Saved entries.
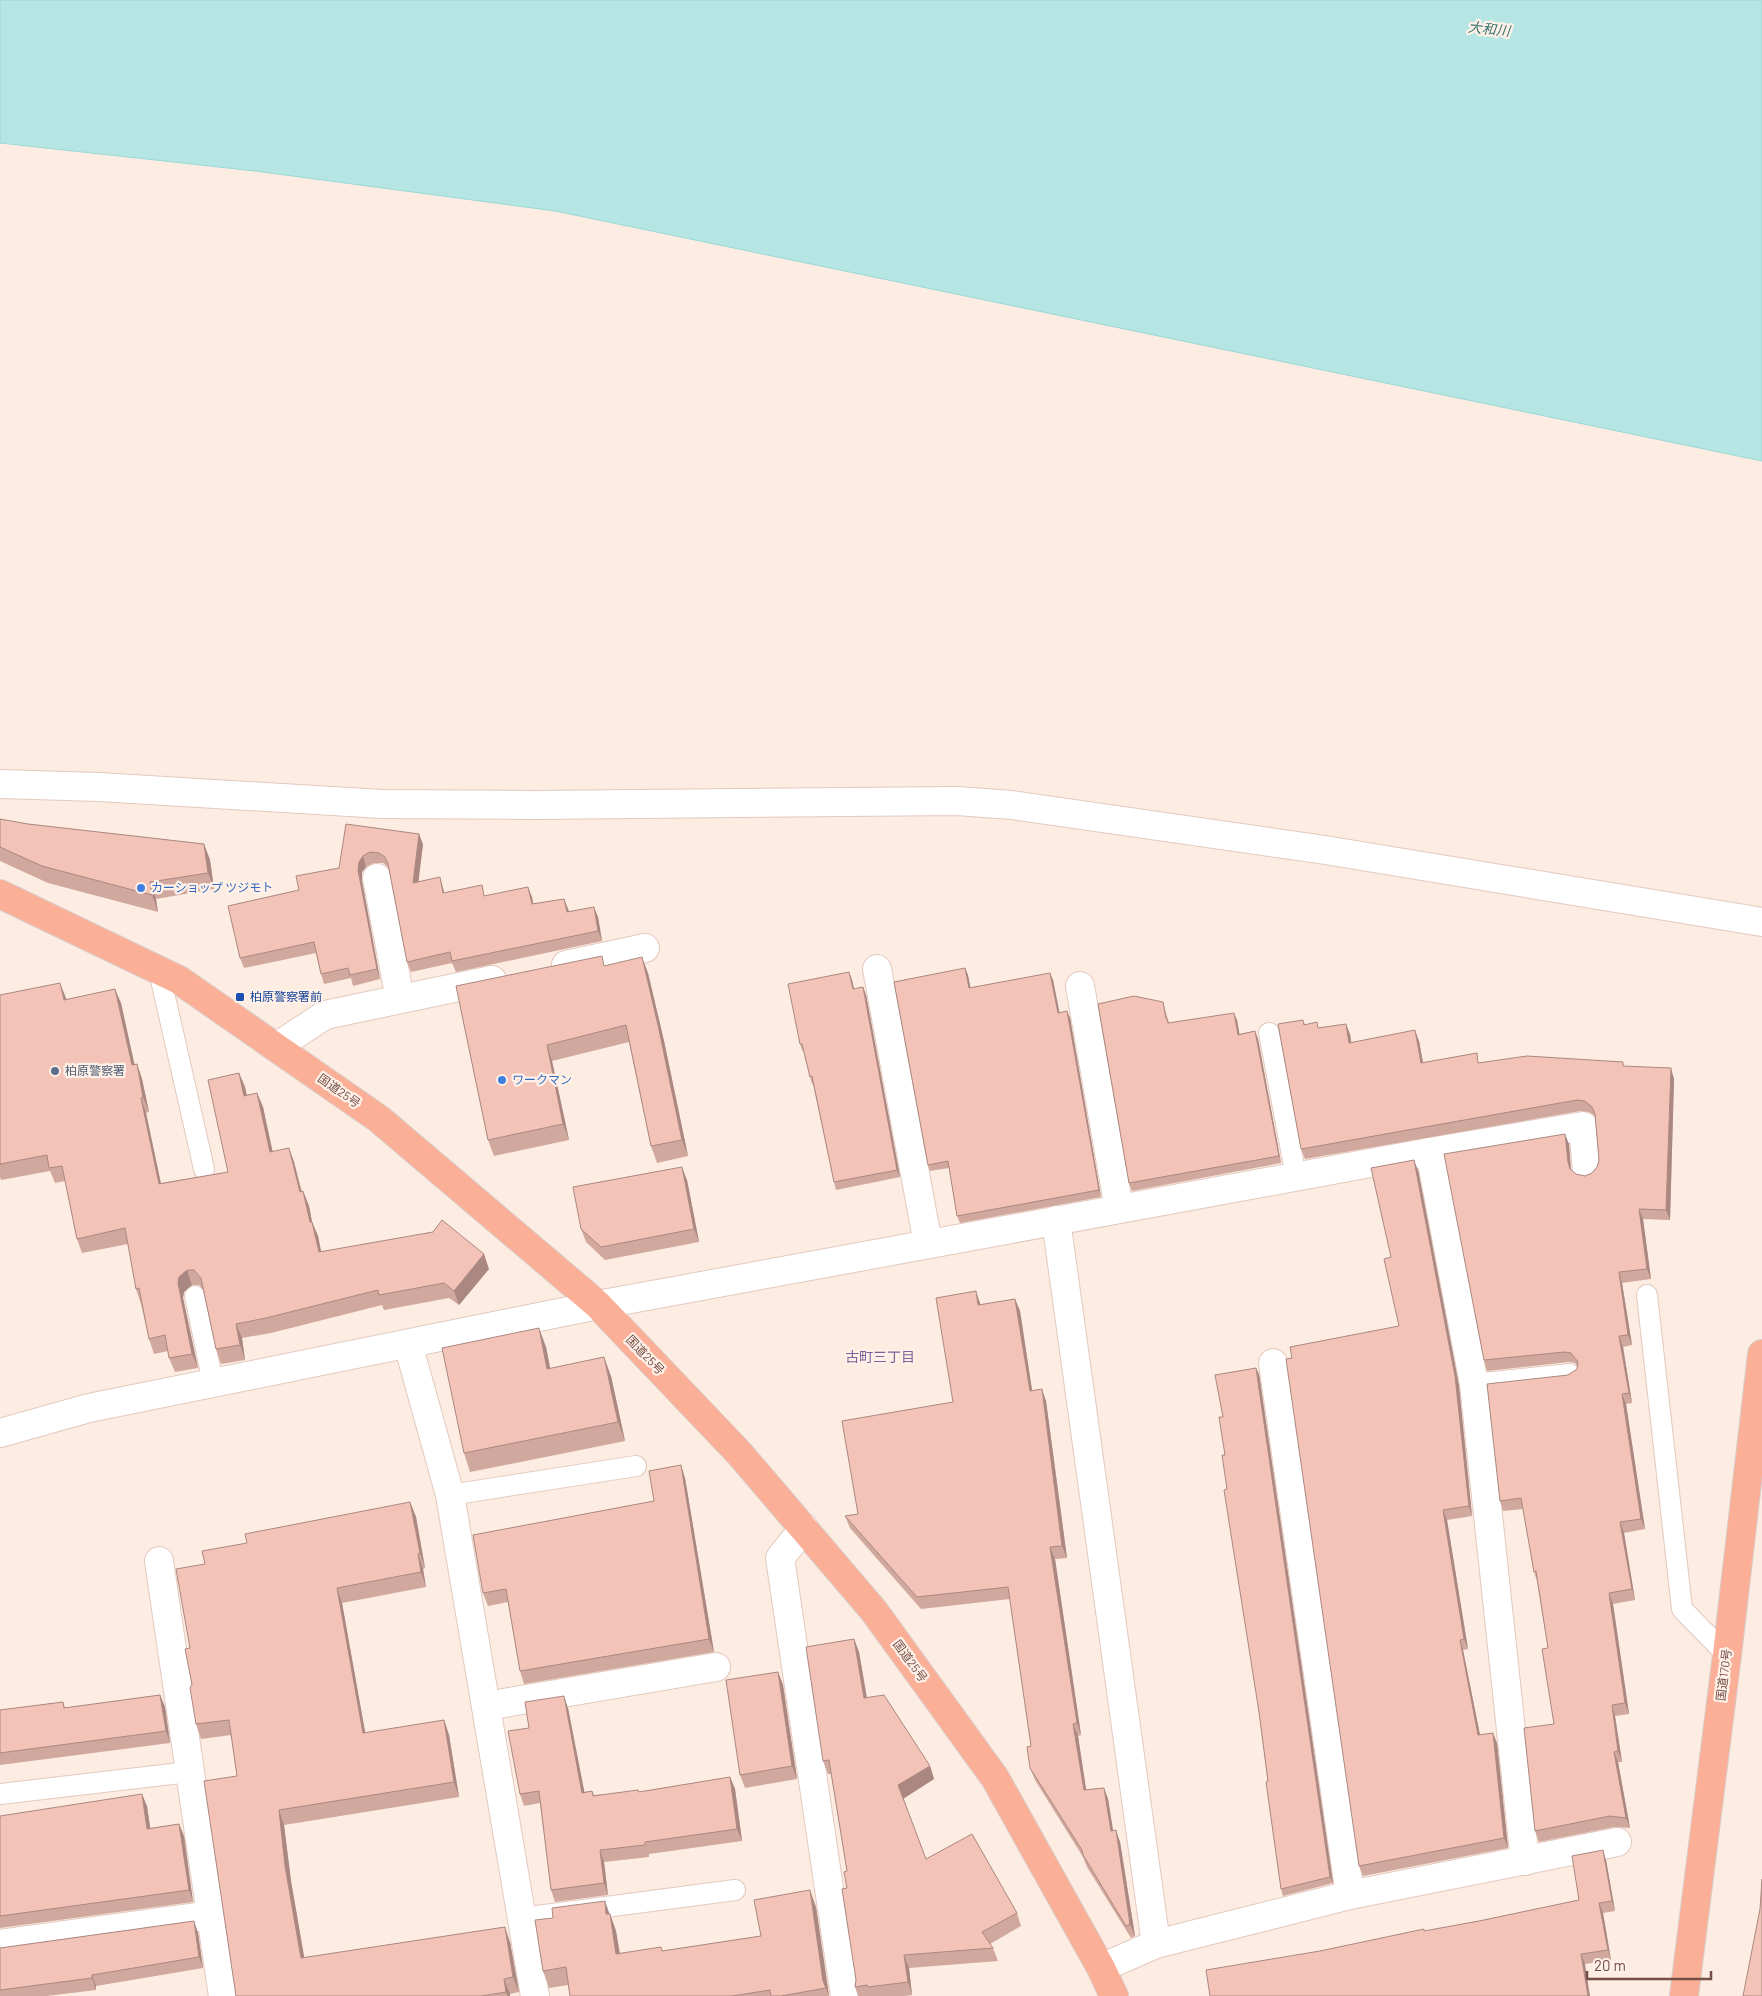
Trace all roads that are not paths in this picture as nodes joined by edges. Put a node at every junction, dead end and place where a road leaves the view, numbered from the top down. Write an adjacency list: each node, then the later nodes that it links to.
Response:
1 (0, 784): 4 (street)
2 (377, 878): 11 (street)
3 (0, 894): 8 (highway, 国道25号)
4 (1762, 922)
5 (645, 948): 7 (street)
6 (877, 969): 20 (street)
7 (541, 970)
8 (160, 971): 13 (highway, 国道25号); 15 (lane)
9 (513, 976): 11 (street)
10 (1080, 986): 18 (street)
11 (400, 1000): 13 (street)
12 (1269, 1033): 17 (lane)
13 (276, 1047): 23 (highway, 国道25号)
14 (1430, 1152): 16 (street); 17 (street); 29 (street)
15 (204, 1169)
16 (1588, 1171)
17 (1296, 1177): 18 (street)
18 (1119, 1209): 19 (street)
19 (1056, 1220): 20 (street); 47 (street)
20 (928, 1244): 23 (street)
21 (1648, 1295): 35 (lane)
22 (195, 1296): 28 (lane)
23 (598, 1305): 24 (street); 33 (highway, 国道25号)
24 (408, 1344): 28 (street); 32 (street)
25 (1762, 1354): 35 (highway, 国道170号)
26 (1273, 1363): 43 (street)
27 (1570, 1374): 29 (lane)
28 (213, 1383): 30 (street)
29 (1474, 1384): 41 (street)
30 (0, 1433)
31 (636, 1466): 32 (lane)
32 (450, 1495): 37 (street)
33 (804, 1528): 48 (highway, 国道25号); 51 (street)
34 (159, 1561): 38 (street)
35 (1727, 1655): 53 (highway, 国道170号)
36 (716, 1667): 37 (street)
37 (486, 1706): 45 (street)
38 (190, 1772): 39 (lane); 44 (street)
39 (0, 1794)
40 (1617, 1842): 41 (street)
41 (1525, 1860): 43 (street)
42 (735, 1890): 45 (lane)
43 (1350, 1895): 47 (street)
44 (211, 1915): 46 (street); 49 (street)
45 (522, 1918): 50 (street)
46 (0, 1944)
47 (1156, 1944): 48 (street)
48 (1101, 1968): 52 (highway, 国道25号)
49 (223, 1996)
50 (535, 1996)
51 (845, 1996)
52 (1114, 1996)
53 (1684, 1996)

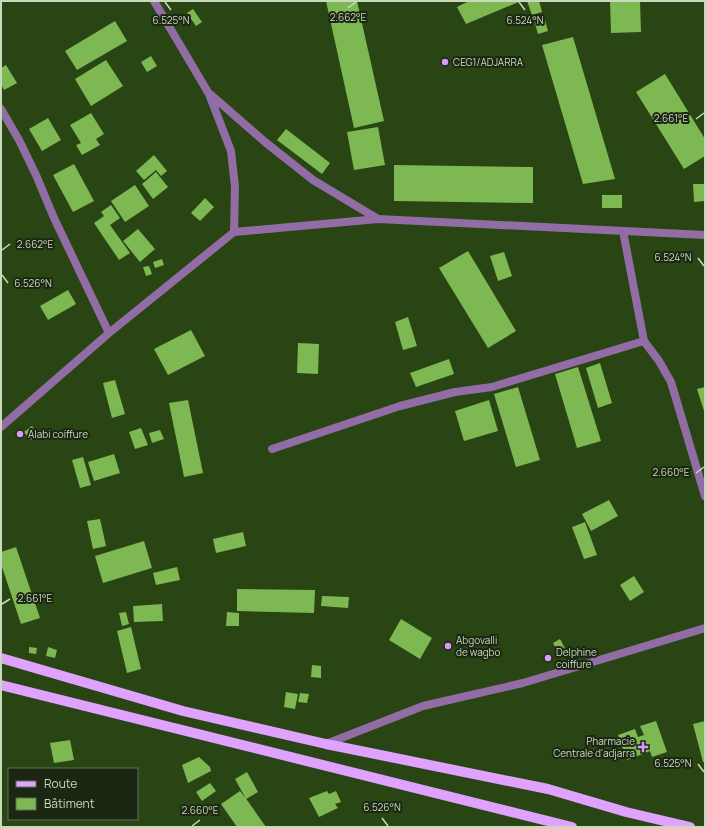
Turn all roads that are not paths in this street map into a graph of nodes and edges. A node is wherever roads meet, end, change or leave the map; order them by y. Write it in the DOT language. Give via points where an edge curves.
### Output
graph roads {
  1 [pos="154,1"];
  2 [pos="209,94"];
  3 [pos="1,109"];
  4 [pos="378,219"];
  5 [pos="623,231"];
  6 [pos="234,232"];
  7 [pos="705,235"];
  8 [pos="109,332"];
  9 [pos="644,341"];
  10 [pos="1,427"];
  11 [pos="272,450"];
  12 [pos="705,496"];
  13 [pos="705,628"];
  14 [pos="1,658"];
  15 [pos="1,685"];
  16 [pos="326,744"];
  17 [pos="551,824"];
  18 [pos="572,827"];
  19 [pos="690,827"];
  1 -- 2 [label="street"];
  2 -- 4 [label="street" via="313,180"];
  2 -- 6 [label="street" via="231,151 235,187"];
  3 -- 8 [label="street" via="36,175"];
  4 -- 5 [label="street"];
  4 -- 6 [label="street"];
  5 -- 7 [label="street"];
  5 -- 9 [label="street"];
  6 -- 8 [label="street"];
  8 -- 10 [label="street"];
  9 -- 11 [label="street" via="492,387 455,392 400,406"];
  9 -- 12 [label="street" via="670,382"];
  13 -- 16 [label="street" via="523,684 424,706"];
  14 -- 16 [label="main road" via="183,711"];
  15 -- 17 [label="main road"];
  16 -- 19 [label="main road" via="548,789 626,812"];
  17 -- 18 [label="main road"];
}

Task requirements.
Any pictures above are to be left out. Retype the rest of the records exactly.

Completed task.
Trace all roads that are not paths in this picture as nodes joined by edges. Put a node at every junction, dead end and place where a road leaves the view, numbered from the top down. Write an adjacency list: each node, then the later nodes that it links to.
Response:
1 (0, 784): 4 (street)
2 (377, 878): 11 (street)
3 (0, 894): 8 (highway, 国道25号)
4 (1762, 922)
5 (645, 948): 7 (street)
6 (877, 969): 20 (street)
7 (541, 970)
8 (160, 971): 13 (highway, 国道25号); 15 (lane)
9 (513, 976): 11 (street)
10 (1080, 986): 18 (street)
11 (400, 1000): 13 (street)
12 (1269, 1033): 17 (lane)
13 (276, 1047): 23 (highway, 国道25号)
14 (1430, 1152): 16 (street); 17 (street); 29 (street)
15 (204, 1169)
16 (1588, 1171)
17 (1296, 1177): 18 (street)
18 (1119, 1209): 19 (street)
19 (1056, 1220): 20 (street); 47 (street)
20 (928, 1244): 23 (street)
21 (1648, 1295): 35 (lane)
22 (195, 1296): 28 (lane)
23 (598, 1305): 24 (street); 33 (highway, 国道25号)
24 (408, 1344): 28 (street); 32 (street)
25 (1762, 1354): 35 (highway, 国道170号)
26 (1273, 1363): 43 (street)
27 (1570, 1374): 29 (lane)
28 (213, 1383): 30 (street)
29 (1474, 1384): 41 (street)
30 (0, 1433)
31 (636, 1466): 32 (lane)
32 (450, 1495): 37 (street)
33 (804, 1528): 48 (highway, 国道25号); 51 (street)
34 (159, 1561): 38 (street)
35 (1727, 1655): 53 (highway, 国道170号)
36 (716, 1667): 37 (street)
37 (486, 1706): 45 (street)
38 (190, 1772): 39 (lane); 44 (street)
39 (0, 1794)
40 (1617, 1842): 41 (street)
41 (1525, 1860): 43 (street)
42 (735, 1890): 45 (lane)
43 (1350, 1895): 47 (street)
44 (211, 1915): 46 (street); 49 (street)
45 (522, 1918): 50 (street)
46 (0, 1944)
47 (1156, 1944): 48 (street)
48 (1101, 1968): 52 (highway, 国道25号)
49 (223, 1996)
50 (535, 1996)
51 (845, 1996)
52 (1114, 1996)
53 (1684, 1996)

Turn all roads that are not paths in this street map into a graph of nodes and edges. A node is wherever roads meet, end, change or leave the map; order them by y. Write it in the DOT language. Give via points where an edge curves.
### Output
graph roads {
  1 [pos="154,1"];
  2 [pos="209,94"];
  3 [pos="1,109"];
  4 [pos="378,219"];
  5 [pos="623,231"];
  6 [pos="234,232"];
  7 [pos="705,235"];
  8 [pos="109,332"];
  9 [pos="644,341"];
  10 [pos="1,427"];
  11 [pos="272,450"];
  12 [pos="705,496"];
  13 [pos="705,628"];
  14 [pos="1,658"];
  15 [pos="1,685"];
  16 [pos="326,744"];
  17 [pos="551,824"];
  18 [pos="572,827"];
  19 [pos="690,827"];
  1 -- 2 [label="street"];
  2 -- 4 [label="street" via="313,180"];
  2 -- 6 [label="street" via="231,151 235,187"];
  3 -- 8 [label="street" via="36,175"];
  4 -- 5 [label="street"];
  4 -- 6 [label="street"];
  5 -- 7 [label="street"];
  5 -- 9 [label="street"];
  6 -- 8 [label="street"];
  8 -- 10 [label="street"];
  9 -- 11 [label="street" via="492,387 455,392 400,406"];
  9 -- 12 [label="street" via="670,382"];
  13 -- 16 [label="street" via="523,684 424,706"];
  14 -- 16 [label="main road" via="183,711"];
  15 -- 17 [label="main road"];
  16 -- 19 [label="main road" via="548,789 626,812"];
  17 -- 18 [label="main road"];
}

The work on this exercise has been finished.